Divertita, Simone prese della salsa. «Mi sto prendendo una pausa ora.»

«Anch’io. Tu sei un’artista, e non contraddire tua nonna. Sei un’artista con del talento e una tua visione. La pittura è una buona palestra per te, ma non è la tua passione e non sarà il tuo principale mezzo espressivo. Sperimenta.»

«Cosa? Papà sta ancora cercando di spingermi a fare Legge, e mamma pensa che dovrei trovarmi un ragazzo ammodo e affidabile.»

«Loro sono due tradizionalisti, piccola. Non possono fare a meno di comportarsi così. Io sono diversa, ma non posso esserti di aiuto nemmeno io. Perciò voglio dirti che saresti stupida a fare tutte e due le cose. Sperimenta,» ripeté «con qualsiasi cosa. Per quanto riguarda l’arte, voglio darti quello che nessuno vuole: un consiglio. Ricordi quell’agosto che hai passato qui dopo quella cosa orribile?»

Simone guardò la striscia di sabbia, gli scogli che la bordavano, l’acqua dell’oceano che non aveva mai fine.

«Penso che mi abbia salvato dalla pazzia, perciò, non posso non ricordarmelo.»

«Tu e Mi avete passato un sacco di tempo sulla spiaggia la settimana in cui lei è stata qui. Costruivate castelli. Quelli di Mi erano precisi, belli e tradizionali, molto simili a com’è lei. E i tuoi erano affascinanti, fantasiosi e imprevedibili.»

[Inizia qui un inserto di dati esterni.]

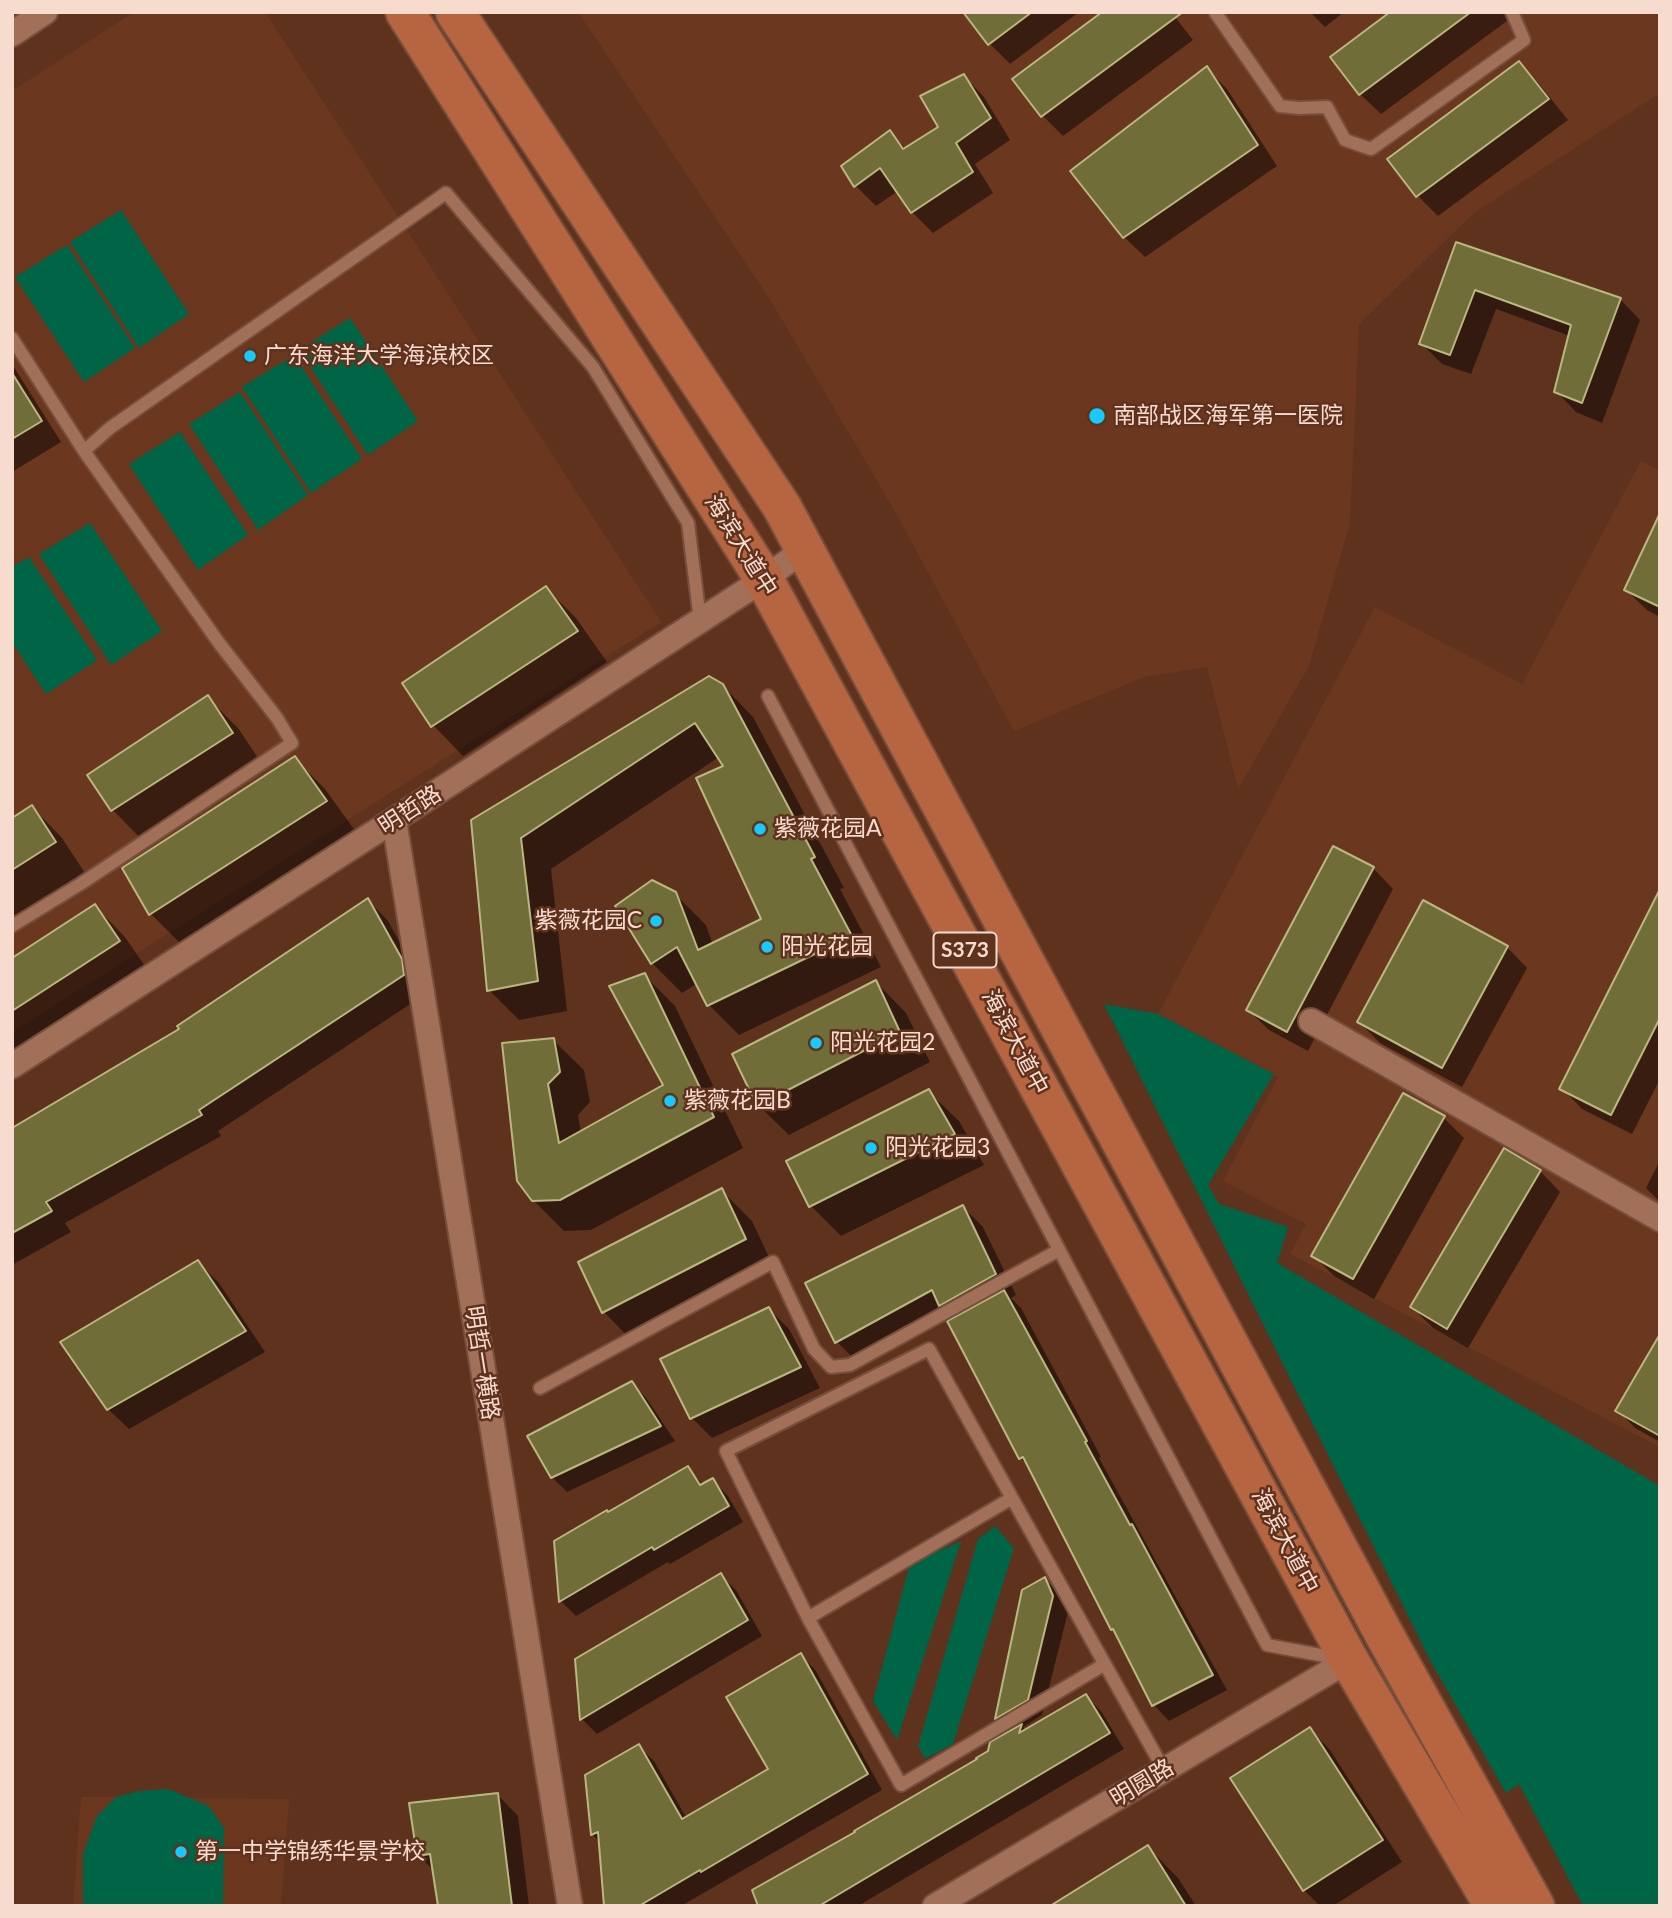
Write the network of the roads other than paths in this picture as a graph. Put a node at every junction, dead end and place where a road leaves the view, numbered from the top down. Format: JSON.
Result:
{"nodes":[{"id":1,"x":45,"y":12,"type":"edge"},
{"id":2,"x":405,"y":12,"type":"edge"},
{"id":3,"x":455,"y":12,"type":"edge"},
{"id":4,"x":1215,"y":12,"type":"edge"},
{"id":5,"x":1512,"y":12,"type":"edge"},
{"id":6,"x":12,"y":34,"type":"edge"},
{"id":7,"x":12,"y":338,"type":"edge"},
{"id":8,"x":84,"y":451,"type":"junction"},
{"id":9,"x":805,"y":549,"type":"junction"},
{"id":10,"x":764,"y":579,"type":"junction"},
{"id":11,"x":700,"y":620,"type":"junction"},
{"id":12,"x":768,"y":696,"type":"dead end"},
{"id":13,"x":394,"y":820,"type":"junction"},
{"id":14,"x":12,"y":926,"type":"edge"},
{"id":15,"x":1311,"y":1021,"type":"dead end"},
{"id":16,"x":12,"y":1066,"type":"edge"},
{"id":17,"x":1660,"y":1219,"type":"edge"},
{"id":18,"x":1059,"y":1250,"type":"junction"},
{"id":19,"x":540,"y":1388,"type":"dead end"},
{"id":20,"x":1012,"y":1498,"type":"junction"},
{"id":21,"x":808,"y":1618,"type":"junction"},
{"id":22,"x":1349,"y":1660,"type":"junction"},
{"id":23,"x":1105,"y":1664,"type":"junction"},
{"id":24,"x":1164,"y":1770,"type":"junction"},
{"id":25,"x":1433,"y":1801,"type":"junction"},
{"id":26,"x":569,"y":1906,"type":"edge"},
{"id":27,"x":935,"y":1906,"type":"edge"},
{"id":28,"x":1477,"y":1906,"type":"edge"},
{"id":29,"x":1494,"y":1906,"type":"edge"},
{"id":30,"x":1535,"y":1906,"type":"edge"}],
"edges":[{"from":1,"to":6,"type":"street"},
{"from":2,"to":10,"type":"main road","name":"海滨大道中","number":"S373"},
{"from":3,"to":9,"type":"main road","name":"海滨大道中","number":"S373"},
{"from":4,"to":5,"type":"lane"},
{"from":7,"to":8,"type":"lane"},
{"from":8,"to":11,"type":"lane"},
{"from":8,"to":14,"type":"lane"},
{"from":9,"to":10,"type":"street","name":"明哲路"},
{"from":9,"to":30,"type":"main road","name":"海滨大道中","number":"S373"},
{"from":10,"to":11,"type":"street","name":"明哲路"},
{"from":10,"to":22,"type":"main road","name":"海滨大道中","number":"S373"},
{"from":11,"to":13,"type":"street","name":"明哲路"},
{"from":12,"to":18,"type":"lane"},
{"from":13,"to":16,"type":"street","name":"明哲路"},
{"from":13,"to":26,"type":"street","name":"明哲一横路"},
{"from":15,"to":17,"type":"street"},
{"from":18,"to":19,"type":"lane"},
{"from":18,"to":22,"type":"lane"},
{"from":20,"to":21,"type":"lane"},
{"from":20,"to":21,"type":"lane"},
{"from":20,"to":23,"type":"lane"},
{"from":21,"to":23,"type":"lane"},
{"from":22,"to":24,"type":"street","name":"明圆路"},
{"from":22,"to":25,"type":"main road","name":"海滨大道中","number":"S373"},
{"from":23,"to":24,"type":"lane"},
{"from":24,"to":27,"type":"street","name":"明圆路"},
{"from":25,"to":28,"type":"main road"},
{"from":25,"to":29,"type":"main road","name":"海滨大道中","number":"S373"}]}
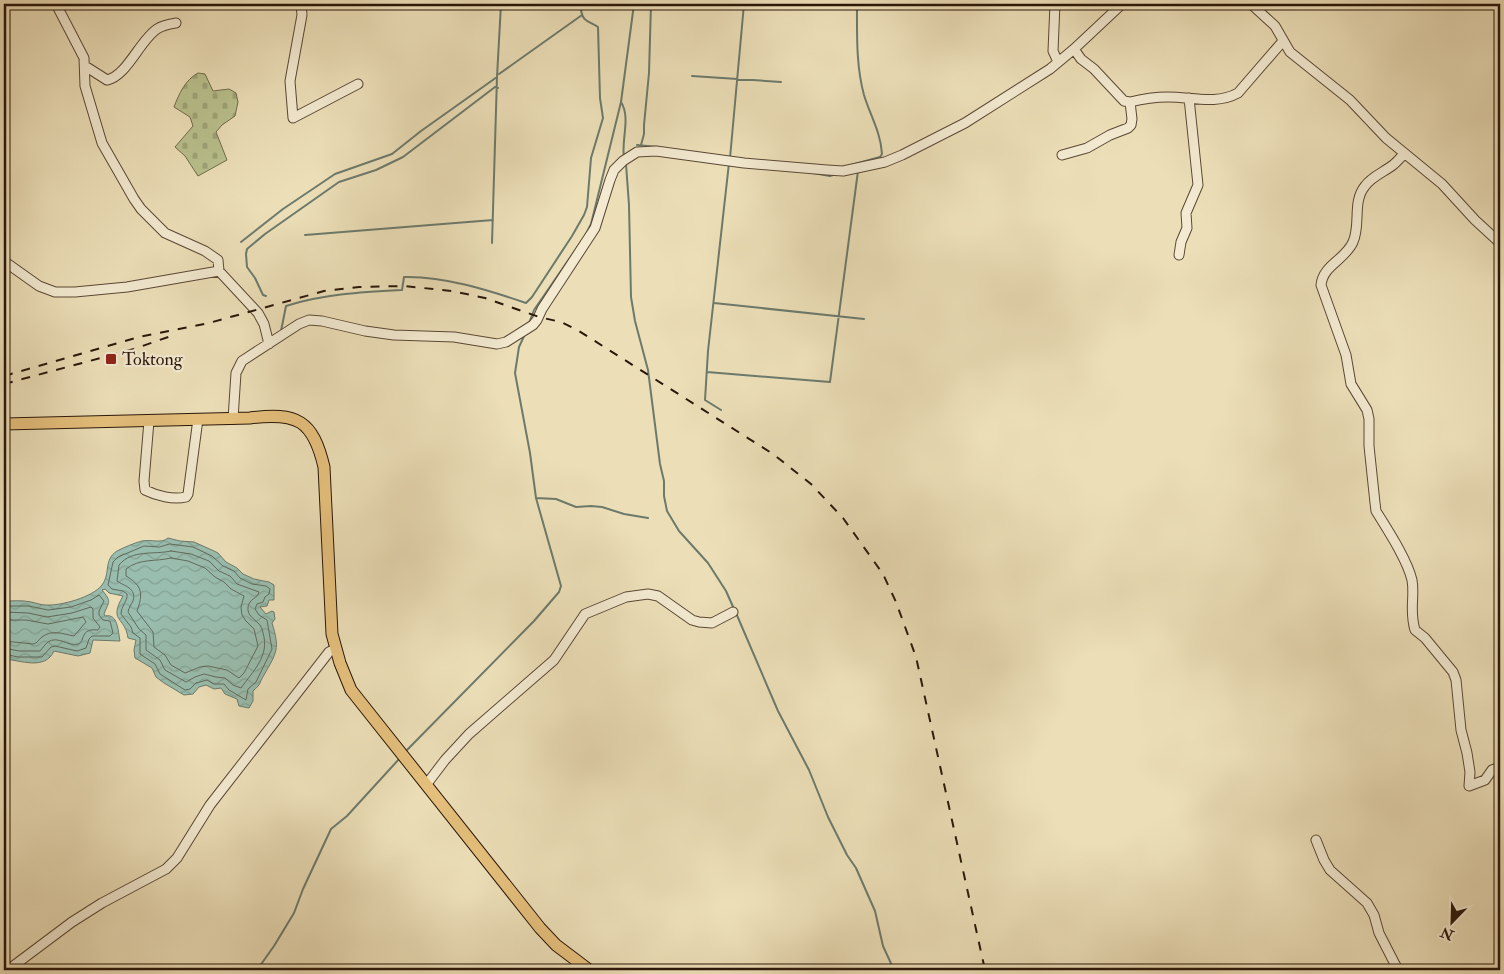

Simone bevve un altro bicchiere. «Quindi dovrei costruire castelli di sabbia?»

«Crea. Prova la creta per cominciare, vedi dove ti porta. Lo scorso anno hai appreso le nozioni di base.»

«Come lo sai?»

CiCi fece solo un sorriso, sorseggiando la sua bibita. «Io so un mucchio di cose. E sapendo che avremmo avuto questa conversazione, ho ordinato un po’ di materiale. Ce l’ho nel mio studio. Possiamo usarlo tutte e due, lavorarci a turno. Provala. Se non è la creta, sarà qualcos’altro. Prenditi l’estate per cominciare, vedi se riesci a scoprire qual è la tua passione.»